Analyzing biological diversity gives fundamental knowledge for various branches of biology and agronomy. Taxonomic or species-based database might be a useful tool for aiming to catalogue the world’s biota. However, the construction of such a taxonomic database (or inventory) is not the only task we need to undertake if we are to for understanding, maintaining, and recreating biodiversity. Indeed, taxonomic classification has intuitive appeal to us as humans, because we like to us, human beings, for cataloging living things into groups within groups according to degrees of similarity of various characters. But taxonomic groups (or ‘taxa’) --- species, genus, family, etc.--- do not give any explicit historical or evolutionary implications. All organisms on the earth are the products of biological evolution. Current states of biodiversity have their evolutionary origin in the past, and if we are maintaining and controlling biodiversity, will require us to know its evolutionary history. We could get more definite knowledge of the origin of biodiversity if our research is based on evolutionary biology.

Estimating the history of organisms (“phylogeny”) has become one of the most rapidly growing fields of research in evolutionary biology. It is also a flourishing area of interaction between biology, statistics, mathematics, and computer science. In the past the science of phylogeny (“phylogenetics”) had been denigrated as mere speculation driven up by bold imagination on scant empirical data. However, because of the growing accumulation of molecular biological data (DNA or amino acid sequence data) and methodological advances in phylogenetic biology over the past forty years, we now have highly applied techniques for estimating more reliable phylogenetic trees by using high-speed computers. Recent advances in genome informatics gave rise to a newer branch of interdisciplinary science of “bioinformatics”, and comparable advances in phylogenetic reconstruction will open up a promising field of “phyloinformatics” in the near future.

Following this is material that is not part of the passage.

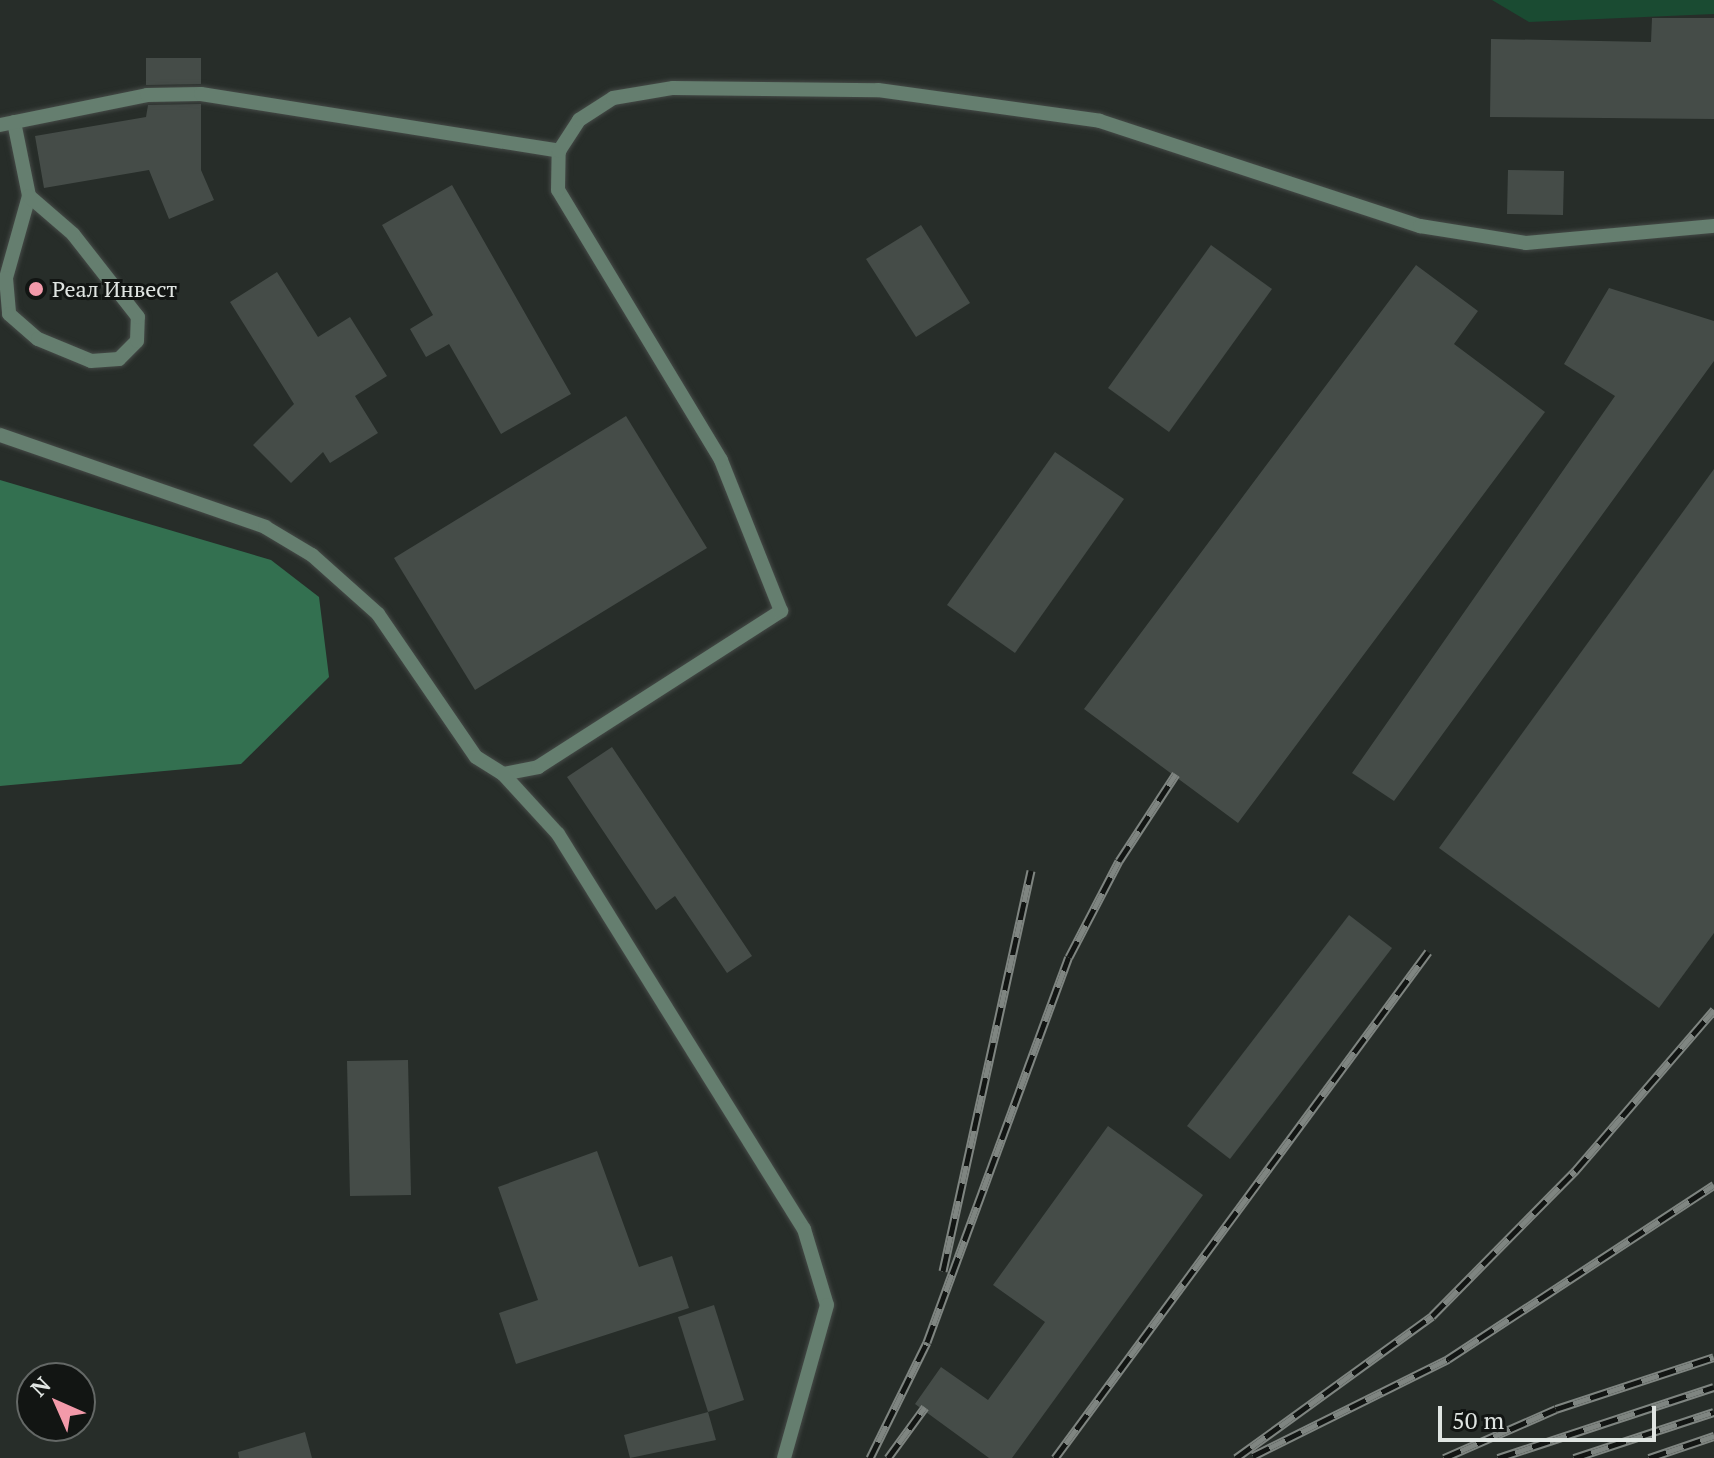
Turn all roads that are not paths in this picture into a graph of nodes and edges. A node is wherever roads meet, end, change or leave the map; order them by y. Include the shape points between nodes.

Phylogenetic reconstruction, whose purpose is to find an optimal graph called “phylogenetic tree” from character data (e.g., DNA sequences, morphology, etc.), has been faced with a serious problem in computer science: “NP-completeness”. A computational problem of class P (polynomial) requires us polynomial computing time proportionate to its size. On the other hand the category of NP-complete problems are known to have the highest level of computational difficulty in discrete optimization because they require NP (nondeterministic polynomial) computing time. NP-completeness implies exponential time for resolving problems. The problem of finding optimal phylogenetic trees was proved to belong to this category in 1982. Its computational difficulty can be understood intuitively from the fact that phylogeneticists must compare among alternative trees whose number N is calculated by the formula: N = 1 x 3 x 5 x ... x (2n - 3), where n is the number of organisms under study. The tree space for searching will become rapidly huge as the size (n) of tree increases (e.g., N is more than 34 million for n = 10). For this reason, more efficient heuristic algorithm is required to calculate larger phylogenetic trees in shorter time.

BOGEN is a new, more efficient program for calculating most parsimonious trees from molecular sequence data. The principal characteristic of our program is that it incorporates a new heuristic search strategy for building optimal initial trees using simultaneous subtree-connections. The upper limit of the size of data matrix is 10000 organisms / 50000 base pairs for the current version of BOGEN. From our benchmark test, the computing time on a Pentium 4 (2.26 GHz) Windows PC is as follows: for 500 organisms / 1000 bp, 50 seconds (initial tree) and 37 min (branch-swapping); for 1000 organisms / 1000 bp, 220 seconds (initial tree); for 5000 organisms / 1000 bp, 1 hour (initial tree). Calculating a 10000-organisms tree requires, on the average, at least 30 hours for optimal initial tree reconstruction. As far as we can compare the optimal trees from BOGEN with those from PAUP* 4.0 (currently most famous software for phylogenetic reconstruction), BOGEN trees have consistently shorter lengths than PAUP* trees, even without any branch-swapping operation. We are now developing a branch-swapping program for larger trees. Several examples are presented in the following references for comparing BOGEN with other parsimony programs.

• Nobuhiro Minaka, Takashi Suemura, Takehiro Asano, Haruo Yamamoto and Kouki Machii (2003) BOGEN: A faster parsimony program for computing larger phylogenetic trees. Paper presented at the 22th Annual Meeting of the Willi Hennig Society held at the New York Botanical Garden, New York, 20-25 July, 2003. [Abstract]

• Nobuhiro Minaka, Haruo Yamamoto, Takehiro Asano, Takashi Suemura and Kouki Machii (2003) A more efficient heuristic algorithm for the large phylogenetic Steiner problem. Cladistics 19: 157.